Truth. Lies. Whatever.
Some folks have been describing Dakota Skye as “Heroes meets Juno.” Have fun wrapping your head around that concept.
Seventeen-year-old Dakota Skye (Eileen Boylan) has a superpower. She can tell whenever someone is lying to her. After spending her life seeing the truth behind lies big and small every day, Dakota has developed a sour outlook on life. She goes through the motions, tolerating her friends at school, hanging out with rocker boyfriend Kevin (J.B. Ghuman Jr.), and basically not caring much about anything. Dakota’s world view is put to the test when she meets Jonah (Ian Nelson), who catches her attention by the fact that he never lies to her. Even when she tries prompting a lie out of him, he remains honest. The two start to fall for each other, keeping their romance secret from her boyfriend. How long can they keep up this deception? And is Jonah really that honest?
The gimmick here is that anytime someone lies to Dakota, we see a subtitle with the truth, representing how Dakota sees the truth in everything said to her. For example, when bowling with her boyfriend, he says to her “You’re getting better, babe,” while a subtitle pops up and says, “You suck.” Once Jonah shows up and starts spending more and more time with Dakota, the suspense builds, in that we in the audience hang on his every word, wondering when or if he’ll finally lie.
Looking past Dakota’s powers to Dakota’s borderline-bitchy personality, she might be hard for some viewers to relate to. She spends most of the movie in “poor me” mode, although she has a lot of freedom, a loyal best friend, and two studly older guys after her. Although she’s the hero, and we’re supposed to feel her heartache along with her, she comes off as so abrasive at times that I fear she might come off as too bitter and standoffish for audiences. The filmmakers argue that Dakota’s voiceover narration allows us to see through her outward snide to the genuinely kind person within, but whether that is successful is open to debate.

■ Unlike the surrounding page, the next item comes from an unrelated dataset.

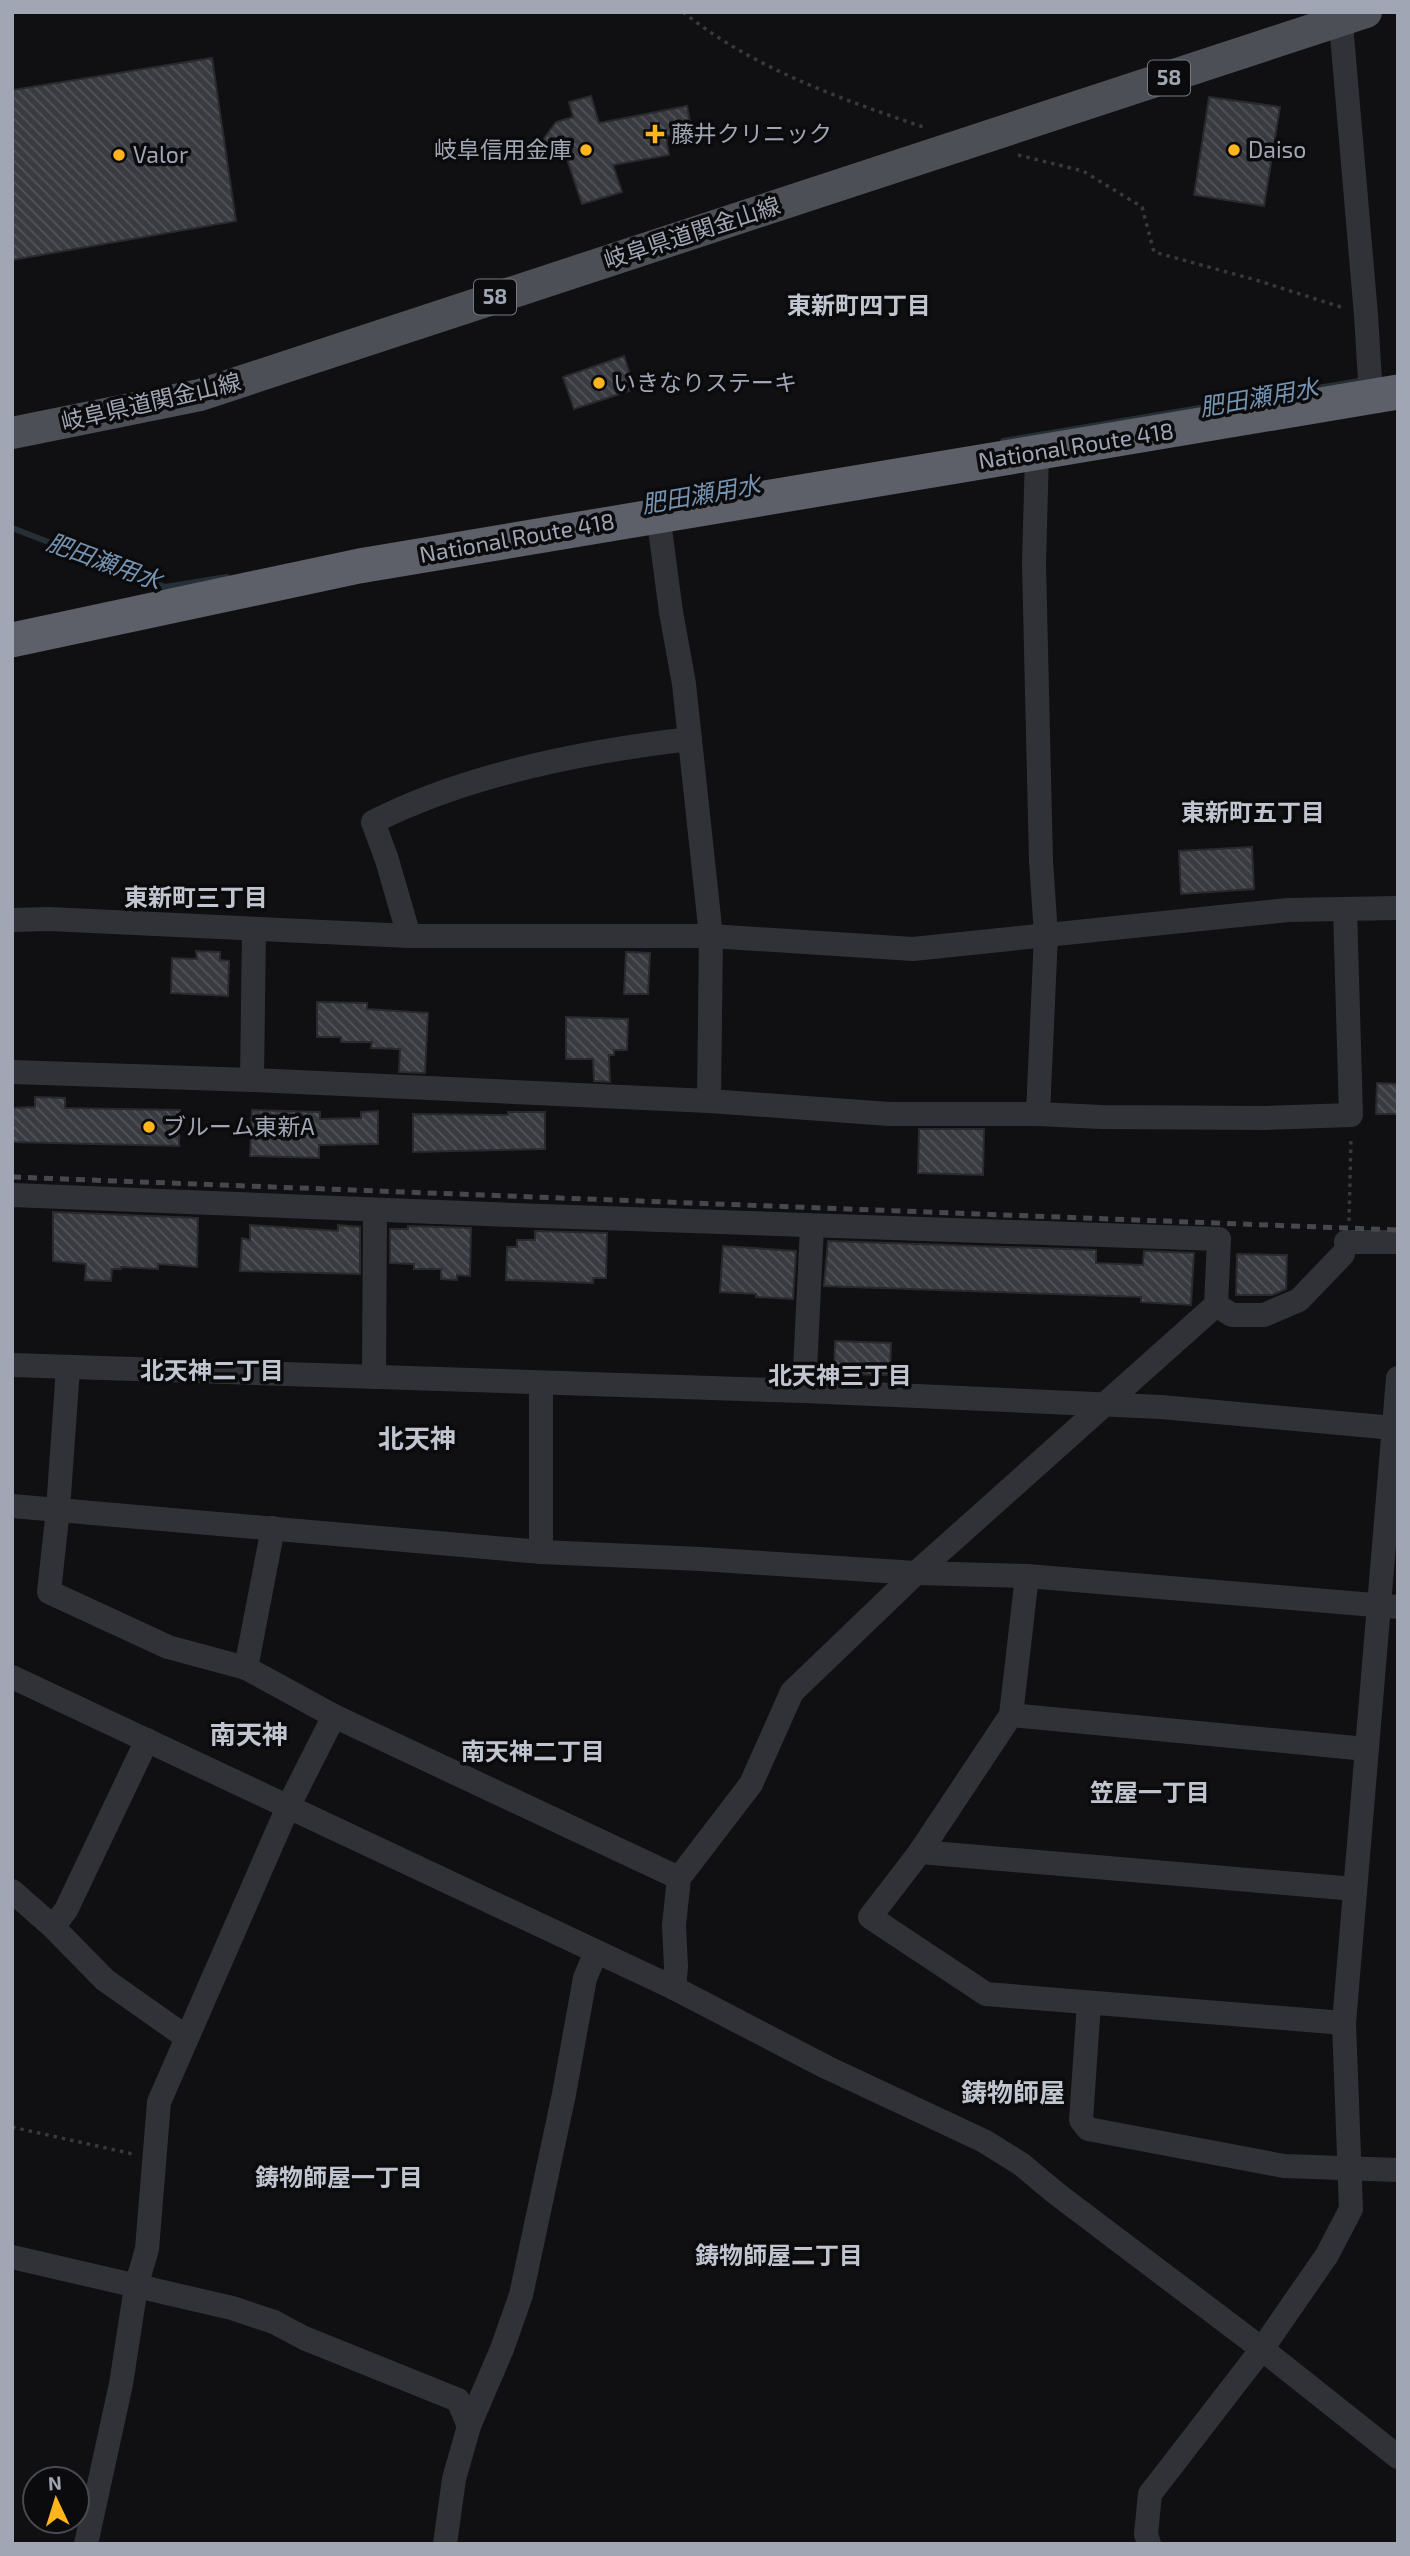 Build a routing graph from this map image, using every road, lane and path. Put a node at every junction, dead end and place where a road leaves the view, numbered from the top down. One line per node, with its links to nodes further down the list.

About that narration. I know many people out there feel that no movie should ever have a voiceover narration. When it’s used well, though, in cases like Fight Club and Arrested Development, it can become an integral and important part of the film. Early on, the narration in Dakota Skye works, in that it provides an efficient way to introduce Dakota’s power without having to drag viewers through a lengthy origin story. Then, when we meet Dakota’s annoying best friend, we don’t hear their conversation because the narration instead interrupts to tell us she’s Dakota’s annoying best friend. This scene, to me, would have been improved by dropping the narration, and letting the nature of their friendship come across through the dialogue. So the voiceover work at times and doesn’t at other times.
Despite the “girl with super powers” premise, this is a talky, relationship-driven movie. There are no crimes to solve, no end-of-the-world stakes, and the only battles to fight are emotional ones. There are a lot of lengthy dialogue scenes, with two or three of the actors bantering back and forth, making the entire film hang on the performances. The actors all fit their roles nicely, each with a certain type. Dakota is sarcastic and bitter, Jonah is sensitive and quirky, and Kevin is obnoxious and clueless.
There’s no explanation of where Dakota’s powers come from or how they work, so if you’re one of those Internet people who keeps saying thing like, “Everything in every TV show and movie must be absolutely realistic and follow all known laws of physics, and that includes SpongeBob,” then the superpower aspect of the movie might frustrate you.
The picture quality is quite nice, all the more impressive considering the movie’s low budget nature. The sound is good as well, especially when the occasional rock tune kicks in. For extras, the director and writer contribute a commentary filled with anecdotes from the shoot and some light self-mocking humor. The featurette and cast interviews add more glimpses behind the scenes. Some deleted scenes round out the package.
Dakota Skye is what it is—a low budget indie romance with a slight sci-fi twist. It won’t totally blow you away, but it is some pleasant watching.